In den vergangenen Jahren ist bei Carl Klatt der Großhandel mit Bekleidungsware enorm angestiegen und macht inzwischen einen höheren Anteil am Geschäft aus als die eigene Produktion. „Die Waren sind in zwei, drei Tagen just in time lieferbar“, weiß der Geschäftsführer. Im firmeneigenen Webshop bildet sich die immense Vielfalt ab: Jacken für Herren zum Beispiel gibt es in 14 verschiedenen Größen von der Burschen- bis zur Übergröße, für den schlanken oder untersetzten Typ.

Momentane Bestseller laut Firmen-Homepage sind die Bundhose „Pulsschlag High“ mit modischen Kontrastelementen und Reißverschlusstaschen für Smartphones, die Damenweste „Lena“ in den Farben schwarz, Bordeaux und Navy für die Gastronomie sowie ein Schlupfkasack für den medizinischen Bereich, erhältlich in 14 Farben. 

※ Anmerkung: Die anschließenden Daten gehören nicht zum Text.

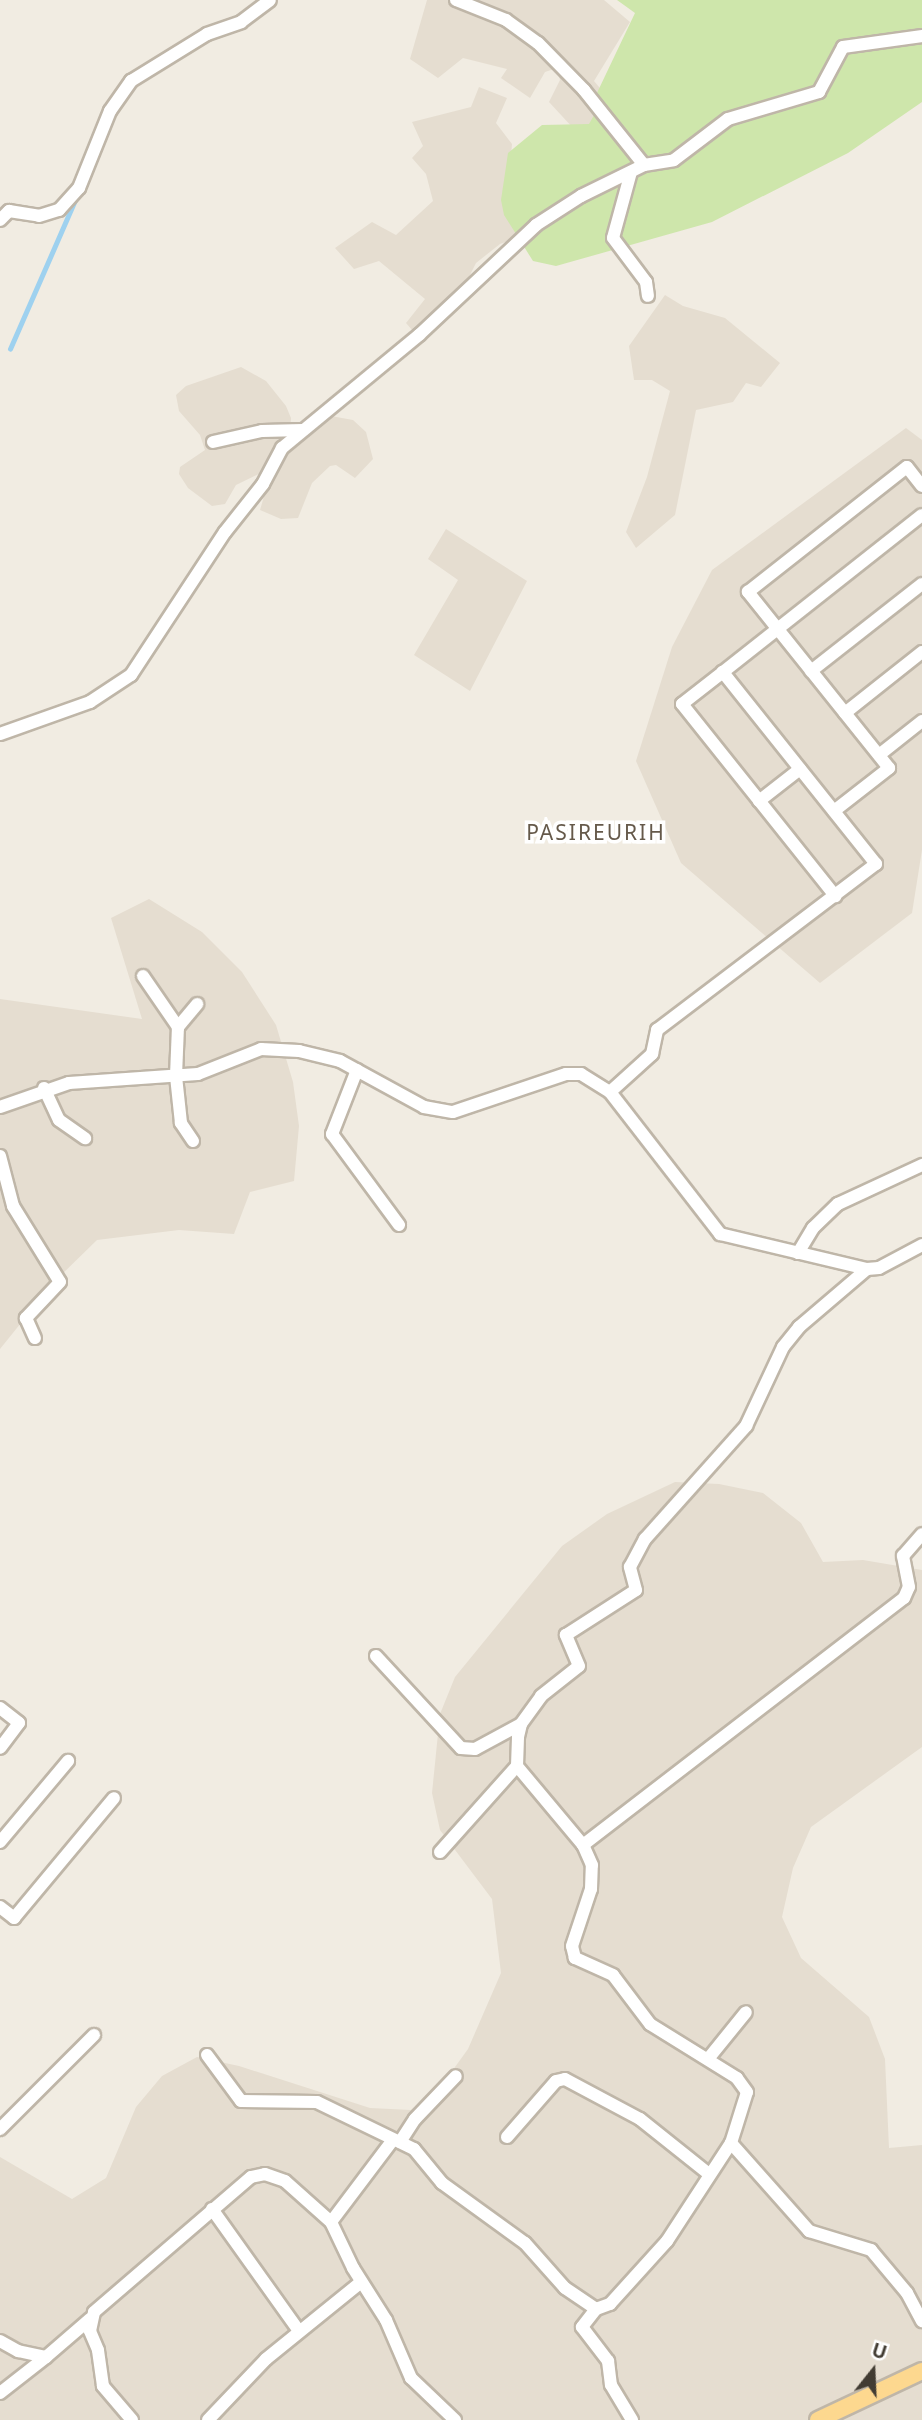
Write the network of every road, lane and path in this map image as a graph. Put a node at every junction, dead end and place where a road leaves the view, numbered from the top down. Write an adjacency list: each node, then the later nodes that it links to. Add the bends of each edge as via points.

Auch Karl Clatt hat mit Lieferengpässen zu kämpfen

Derzeit hat das Achimer Traditionsunternehmen aber – wie viele andere Branchen – mit gestiegenen Preisen der Zulieferer und mit Lieferengpässen zu kämpfen. Wartezeiten bis März 2023 seien nicht selten, berichtet Jan Peter Klatt. „Momentan gibt es so gut wie keine Bestellung eines Kunden, die man einfach so auslösen kann. Man muss ständig nach Ersatzartikeln suchen und einen Plan B haben“, sagt er über Großhandelsware wie T-Shirts oder Zubehör. Trotzdem: „Das Geschäft läuft gut, der Umsatz stimmt, wenn auch am Ende nicht mehr ganz so viel übrig bleibt“, konstatiert Anka Sylvia Klatt.

Das Ehepaar führt in einen weiteren Raum, in dem drei Mitarbeiterinnen an einer großen Maschine mit tentakelartigen Metallschläuchen und mehreren Pressen arbeiten. Hier werden Kleidungsstücke und kleinere Accessoires wie Taschen mit Logos und Stickern bedruckt, entweder direkt auf die Kleidung oder auf „textiles Trägermaterial“, wie es in der Fachsprache heißt. 

„Vielen Unternehmen ist die Corporate Identity wichtig, der einheitliche Look der Mitarbeiter“, erklärt Anka Sylvia Klatt diese Art der Veredelung. Echte Handarbeit, die man bei Carl Klatt als Alleinstellungsmerkmal betrachtet.  

Experten aus den Handwerkskammern und aus der Modebranche sagen schon länger, dass moderne Arbeitskleidung immer mehr zum Marketinginstrument werde, die Botschaften wie Bodenständigkeit und Verlässlichkeit in einer aus den Fugen geratenen Welt ausstrahlen soll.